The current energy crisis has stirred up discussions around Europe, including in the Western Balkans, about alternative district and individual heating solutions based on renewable energy. In North Macedonia, according to data from the Global Solar Atlas, solar radiation enables significant production of energy from the sun throughout the year. This potential must also be used to implement district heating projects based on new technologies, which are becoming ever more affordable and practical.
Unfortunately, North Macedonia still relies predominantly on fossil fuels, mostly low-quality lignite and imported natural gas. Now, the authorities plan to operationalize a decades-old idea: a coal-based heating system for the municipalities of Bitola, Mogila and Novaci using the largest coal-fired power plant REK Bitola located in Novaci. The 675 MW power plant has been in operation for 40 years, and never had a central heating component. But governmental plans foresee one block of the power plant transformed from lignite to natural gas operation, providing a so-called cleaner alternative for power generation and district heating.
Yet, Bitola has much better options for heating. According to a new analysis of alternatives to coal-based district heating for the Bitola region that was recently published by CEE Bankwatch Network and ‘Eko-svest’ the Centre for Environmental Research and Information, coupling inverter air conditioning units with photovoltaic systems would be the most efficient solution for individual heating in the region.

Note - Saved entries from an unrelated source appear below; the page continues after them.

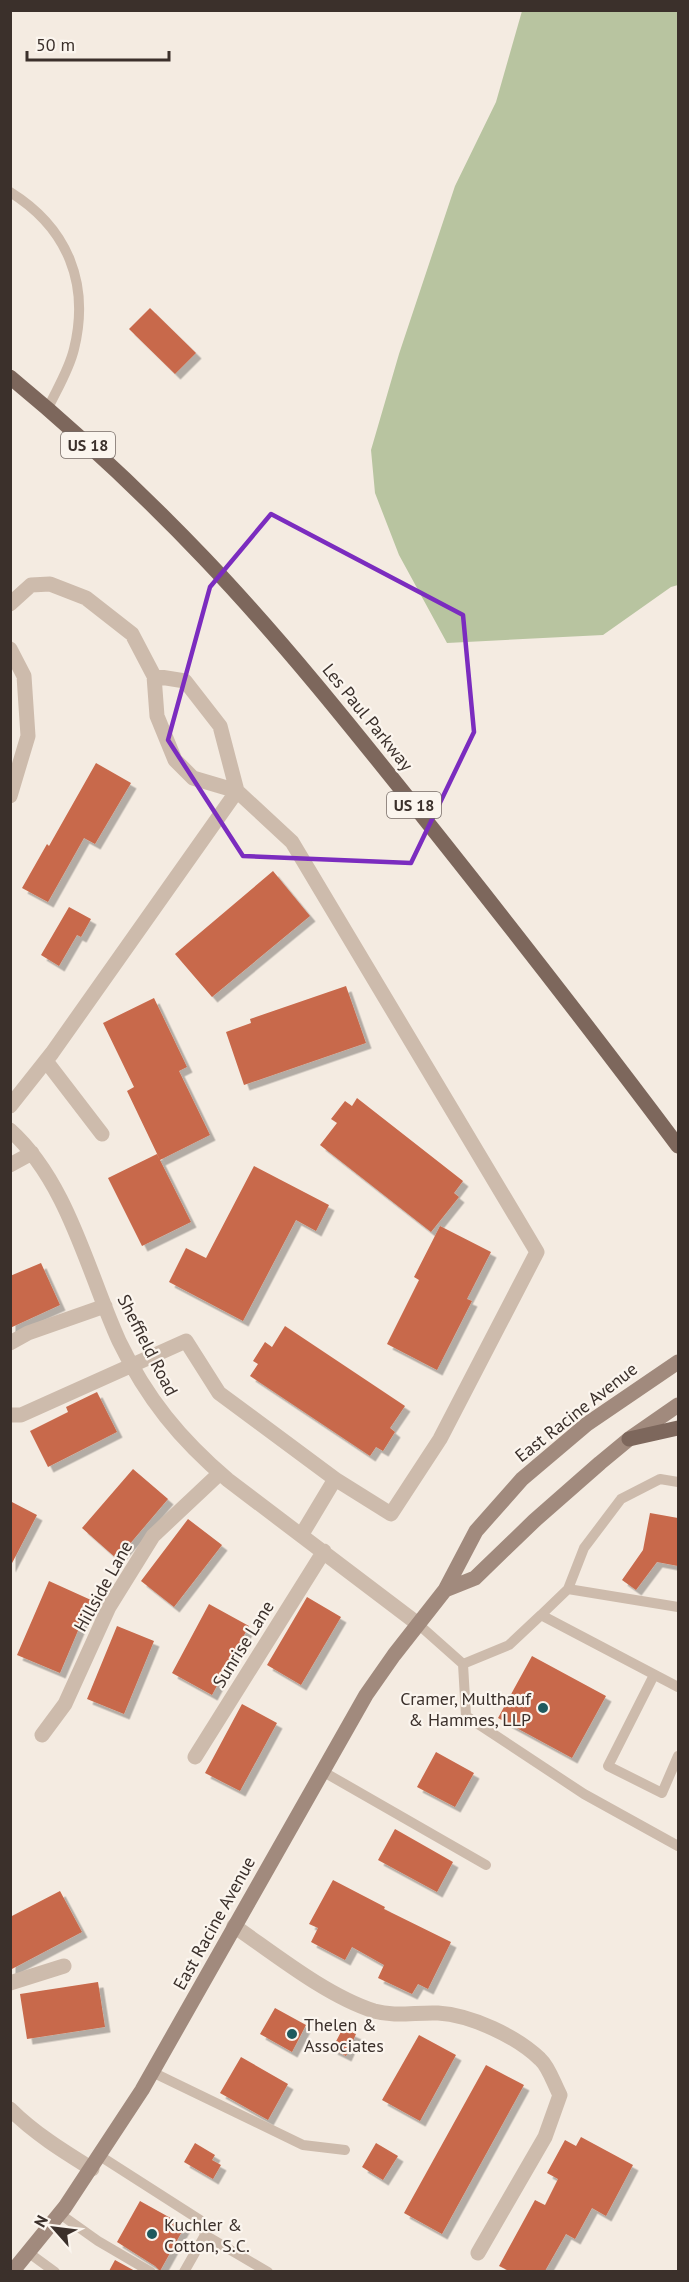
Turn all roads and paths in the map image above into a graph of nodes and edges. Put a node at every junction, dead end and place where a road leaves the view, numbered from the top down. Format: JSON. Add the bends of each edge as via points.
{"nodes":[{"id":1,"x":10,"y":192,"type":"edge"},
{"id":2,"x":10,"y":377,"type":"edge"},
{"id":3,"x":48,"y":408,"type":"junction"},
{"id":4,"x":10,"y":604,"type":"edge"},
{"id":5,"x":10,"y":650,"type":"edge"},
{"id":6,"x":154,"y":676,"type":"junction"},
{"id":7,"x":237,"y":791,"type":"junction"},
{"id":8,"x":10,"y":796,"type":"edge"},
{"id":9,"x":46,"y":1061,"type":"junction"},
{"id":10,"x":10,"y":1106,"type":"edge"},
{"id":11,"x":10,"y":1131,"type":"edge"},
{"id":12,"x":102,"y":1134,"type":"dead end"},
{"id":13,"x":678,"y":1146,"type":"edge"},
{"id":14,"x":32,"y":1153,"type":"junction"},
{"id":15,"x":10,"y":1165,"type":"edge"},
{"id":16,"x":105,"y":1306,"type":"junction"},
{"id":17,"x":10,"y":1343,"type":"edge"},
{"id":18,"x":678,"y":1362,"type":"edge"},
{"id":19,"x":132,"y":1364,"type":"junction"},
{"id":20,"x":678,"y":1405,"type":"edge"},
{"id":21,"x":10,"y":1415,"type":"edge"},
{"id":22,"x":678,"y":1428,"type":"edge"},
{"id":23,"x":629,"y":1439,"type":"junction"},
{"id":24,"x":220,"y":1473,"type":"junction"},
{"id":25,"x":335,"y":1479,"type":"junction"},
{"id":26,"x":678,"y":1482,"type":"edge"},
{"id":27,"x":302,"y":1534,"type":"junction"},
{"id":28,"x":324,"y":1551,"type":"junction"},
{"id":29,"x":568,"y":1589,"type":"junction"},
{"id":30,"x":445,"y":1590,"type":"junction"},
{"id":31,"x":678,"y":1607,"type":"edge"},
{"id":32,"x":541,"y":1615,"type":"junction"},
{"id":33,"x":418,"y":1624,"type":"junction"},
{"id":34,"x":463,"y":1664,"type":"junction"},
{"id":35,"x":654,"y":1675,"type":"junction"},
{"id":36,"x":678,"y":1687,"type":"edge"},
{"id":37,"x":42,"y":1735,"type":"dead end"},
{"id":38,"x":678,"y":1756,"type":"edge"},
{"id":39,"x":195,"y":1757,"type":"dead end"},
{"id":40,"x":322,"y":1771,"type":"junction"},
{"id":41,"x":678,"y":1846,"type":"edge"},
{"id":42,"x":486,"y":1865,"type":"dead end"},
{"id":43,"x":234,"y":1926,"type":"junction"},
{"id":44,"x":64,"y":1966,"type":"dead end"},
{"id":45,"x":10,"y":1983,"type":"edge"},
{"id":46,"x":152,"y":2072,"type":"junction"},
{"id":47,"x":10,"y":2109,"type":"edge"},
{"id":48,"x":345,"y":2150,"type":"dead end"},
{"id":49,"x":96,"y":2163,"type":"junction"},
{"id":50,"x":60,"y":2214,"type":"junction"},
{"id":51,"x":205,"y":2235,"type":"junction"},
{"id":52,"x":29,"y":2253,"type":"junction"},
{"id":53,"x":478,"y":2253,"type":"dead end"},
{"id":54,"x":12,"y":2271,"type":"edge"},
{"id":55,"x":55,"y":2271,"type":"edge"},
{"id":56,"x":152,"y":2271,"type":"edge"},
{"id":57,"x":187,"y":2271,"type":"edge"},
{"id":58,"x":268,"y":2271,"type":"edge"}],
"edges":[{"from":1,"to":3,"type":"lane","via":[[52,228],[70,258],[79,288],[79,321],[73,351]]},
{"from":2,"to":3,"type":"main road","name":"Les Paul Parkway","number":"US 18"},
{"from":3,"to":13,"type":"main road","name":"Les Paul Parkway","number":"US 18","via":[[179,531],[322,691],[543,967]]},
{"from":4,"to":6,"type":"street","via":[[31,585],[50,584],[86,598],[132,634]]},
{"from":5,"to":8,"type":"street","via":[[24,676],[28,736]]},
{"from":6,"to":7,"type":"street","via":[[184,681],[220,726]]},
{"from":6,"to":7,"type":"street","via":[[157,716],[175,760],[193,778]]},
{"from":7,"to":9,"type":"street"},
{"from":7,"to":25,"type":"street","via":[[292,842],[537,1252],[440,1438],[391,1514]]},
{"from":9,"to":10,"type":"street"},
{"from":9,"to":12,"type":"street"},
{"from":11,"to":14,"type":"street","name":"Sheffield Road"},
{"from":14,"to":15,"type":"street"},
{"from":14,"to":16,"type":"street","name":"Sheffield Road","via":[[62,1203]]},
{"from":16,"to":17,"type":"street"},
{"from":16,"to":19,"type":"street","name":"Sheffield Road"},
{"from":18,"to":30,"type":"main road","name":"East Racine Avenue","via":[[587,1424],[522,1479],[476,1531]]},
{"from":19,"to":21,"type":"street","via":[[21,1415]]},
{"from":19,"to":24,"type":"street","name":"Sheffield Road","via":[[164,1417]]},
{"from":19,"to":25,"type":"street","via":[[186,1341],[219,1393]]},
{"from":20,"to":23,"type":"main road","name":"East Racine Avenue"},
{"from":22,"to":23,"type":"main road"},
{"from":23,"to":30,"type":"main road","name":"East Racine Avenue","via":[[475,1578]]},
{"from":24,"to":27,"type":"street","name":"Sheffield Road"},
{"from":24,"to":37,"type":"street","name":"Hillside Lane","via":[[153,1536],[109,1607],[65,1704]]},
{"from":25,"to":27,"type":"street"},
{"from":26,"to":29,"type":"lane","via":[[660,1479],[621,1499],[585,1548]]},
{"from":27,"to":28,"type":"street","name":"Sheffield Road"},
{"from":28,"to":33,"type":"street","name":"Sheffield Road"},
{"from":28,"to":39,"type":"street","name":"Sunrise Lane"},
{"from":29,"to":31,"type":"lane"},
{"from":29,"to":32,"type":"lane"},
{"from":30,"to":33,"type":"main road","name":"East Racine Avenue"},
{"from":32,"to":34,"type":"lane","via":[[509,1645]]},
{"from":32,"to":35,"type":"lane"},
{"from":33,"to":34,"type":"lane"},
{"from":33,"to":40,"type":"main road","name":"East Racine Avenue","via":[[366,1695]]},
{"from":34,"to":41,"type":"lane","via":[[466,1716],[584,1794]]},
{"from":35,"to":36,"type":"lane"},
{"from":35,"to":38,"type":"lane","via":[[608,1766],[662,1793]]},
{"from":40,"to":42,"type":"lane"},
{"from":40,"to":43,"type":"main road","name":"East Racine Avenue"},
{"from":43,"to":46,"type":"main road","name":"East Racine Avenue"},
{"from":43,"to":53,"type":"street","via":[[350,2001],[400,2015],[463,2016],[508,2037],[541,2060],[560,2095],[545,2137]]},
{"from":44,"to":45,"type":"street"},
{"from":46,"to":48,"type":"lane","via":[[303,2145]]},
{"from":46,"to":49,"type":"main road","name":"East Racine Avenue"},
{"from":47,"to":49,"type":"street","via":[[56,2146]]},
{"from":49,"to":50,"type":"main road","name":"East Racine Avenue"},
{"from":49,"to":51,"type":"lane","via":[[200,2220]]},
{"from":50,"to":52,"type":"main road","name":"East Racine Avenue"},
{"from":50,"to":56,"type":"lane"},
{"from":51,"to":57,"type":"lane"},
{"from":51,"to":58,"type":"lane"},
{"from":52,"to":54,"type":"main road","name":"East Racine Avenue"},
{"from":52,"to":55,"type":"lane"}]}
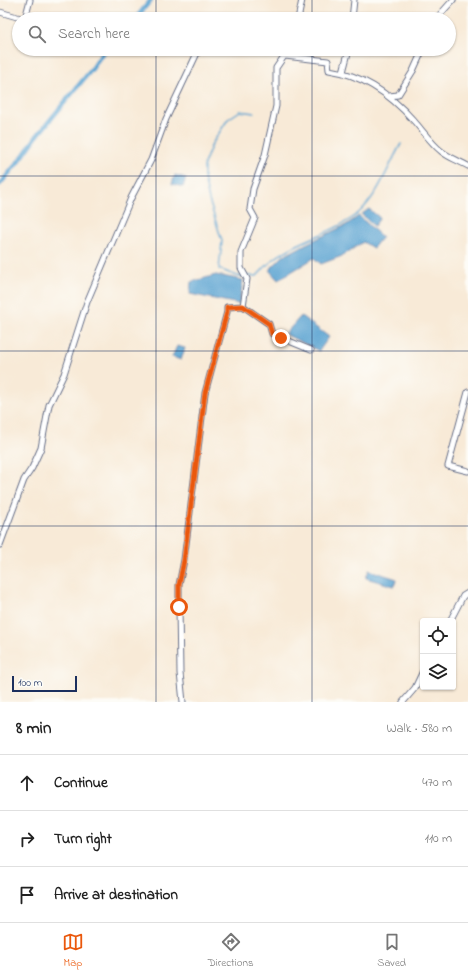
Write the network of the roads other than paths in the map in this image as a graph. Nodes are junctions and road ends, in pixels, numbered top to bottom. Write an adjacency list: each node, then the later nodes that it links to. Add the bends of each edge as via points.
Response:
1 (30, 0): 6 (street)
2 (302, 0): 7 (street)
3 (354, 0): 8 (street)
4 (453, 0): 9 (street)
5 (0, 12): 10 (street)
6 (26, 12)
7 (299, 12)
8 (353, 12)
9 (442, 12)
10 (12, 16)
11 (196, 56): 22 (street, via 87,302 64,374 49,405 41,448 24,480)
12 (285, 56): 15 (street, via 328,60 329,70); 18 (street, via 276,68 276,106 265,156 253,189 250,208 255,218 241,252 241,268 247,279)
13 (347, 56): 15 (street)
14 (420, 56): 16 (street, via 398,96)
15 (343, 72): 16 (street)
16 (389, 96): 17 (street, via 441,151)
17 (468, 166)
18 (243, 306): 19 (street, via 269,324 272,334); 26 (street, via 227,307 205,393 179,585 180,673)
19 (311, 350)
20 (468, 392): 21 (street, via 448,466)
21 (468, 471)
22 (0, 545)
23 (468, 593): 24 (street, via 463,596)
24 (452, 618)
25 (420, 677): 27 (street, via 415,688)
26 (183, 702)
27 (403, 702)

By analyzing different sources of heating as an alternative to the thermal power plant, this study highlights the possibilities of promoting local and sustainable heating solutions by adopting a more tailored and contextualized approach, rather than focusing on large projects with huge environmental impact, low economic profitability and high potential for corruption, while entrenching the dependence on fossil fuels.
In the study, seven different scenarios were analysed in detail for two common types of households: a 60 square metre (m2) apartment and a 100 m2 house. For all scenarios, an increase in comfort in the households was taken into account; two indoor air conditioning units were used in apartments and three units in houses, heating a larger area of each household with the same energy consumption.
Analysis of various scenarios
The first and most basic scenario is without a photovoltaic system and without financial support from the state; it includes only an inverter air conditioning unit. The other scenarios are based on the prosumer mechanism. All are combined with a photovoltaic system and include a different percentage of subsidies (30 per cent or 50 per cent), as well as different electricity prices according to current developments and the expected increase in the upcoming period.
By subsidising such a heating system, taking into account the costs of system installation and the expected increase in the price of electricity, the cost of monthly heating falls by 20 per cent for apartments and over 35 per cent for houses. Such findings only confirm that this sustainable solution will not only help households become much more resistant to changes in the price of electricity, but will also increase their economic stability.
Energy communities – taking it a step further
These systems can be made even more efficient by joining households in so-called energy communities. The field analysis identified eight locations that are favourable for the establishment of energy communities in the Bitola region. For these locations, the study proposes forming communities of 10 households, where each will jointly invest and thereby significantly reduce initial costs and increase savings in the long term.
In fact, with this type of association, it is possible for households to earn small monthly incomes by selling the excess electricity they produce back to the universal supplier, which according to the current regulation and price of electricity would be worth almost MKD 5 000 (EUR 81) per month per community. By improving the regulation and bringing the purchase price closer to the sales price, the monthly income per community could reach up to MKD 8 000 (EUR 130).
Another particularly interesting recommendation from the analysis is that the municipality of Bitola should form an energy community along with the educational institutions that are under its authority, where all buildings would switch to heating using inverter air conditioning units powered by photovoltaic systems.
Such an energy community, in addition to providing cheap, efficient and comfortable heating for these facilities, would also generate a profit from the return of energy to the grid, up to MKD 120 000 (EUR 1945) per month in the summer months. However, the state must improve the legislation regulating energy communities to enable and promote their formation, which could ultimately bring more stability to the energy system and would help the decarbonisation process.
Additional benefits would include a significant reduction in air pollution, increased energy independence for the region and the country, and the stimulation of the local economy. Thus, the investment in an individual heating system using inverter air conditioning units connected to a photovoltaic system is a suitable heating alternative to the proposed central heating system. This setup is a better option because it allows for the stabilization and protection against price changes, compared to the dependence on fossil fuels of the planned district heating project.
Possible solutions are looming everywhere. The availability of technologies and funding for various solutions has changed dramatically in recent years. Therefore, investing in sustainable individual and district heating systems based on renewable energy is the way forward if we wish to speed up the energy transition and decarbonisation process.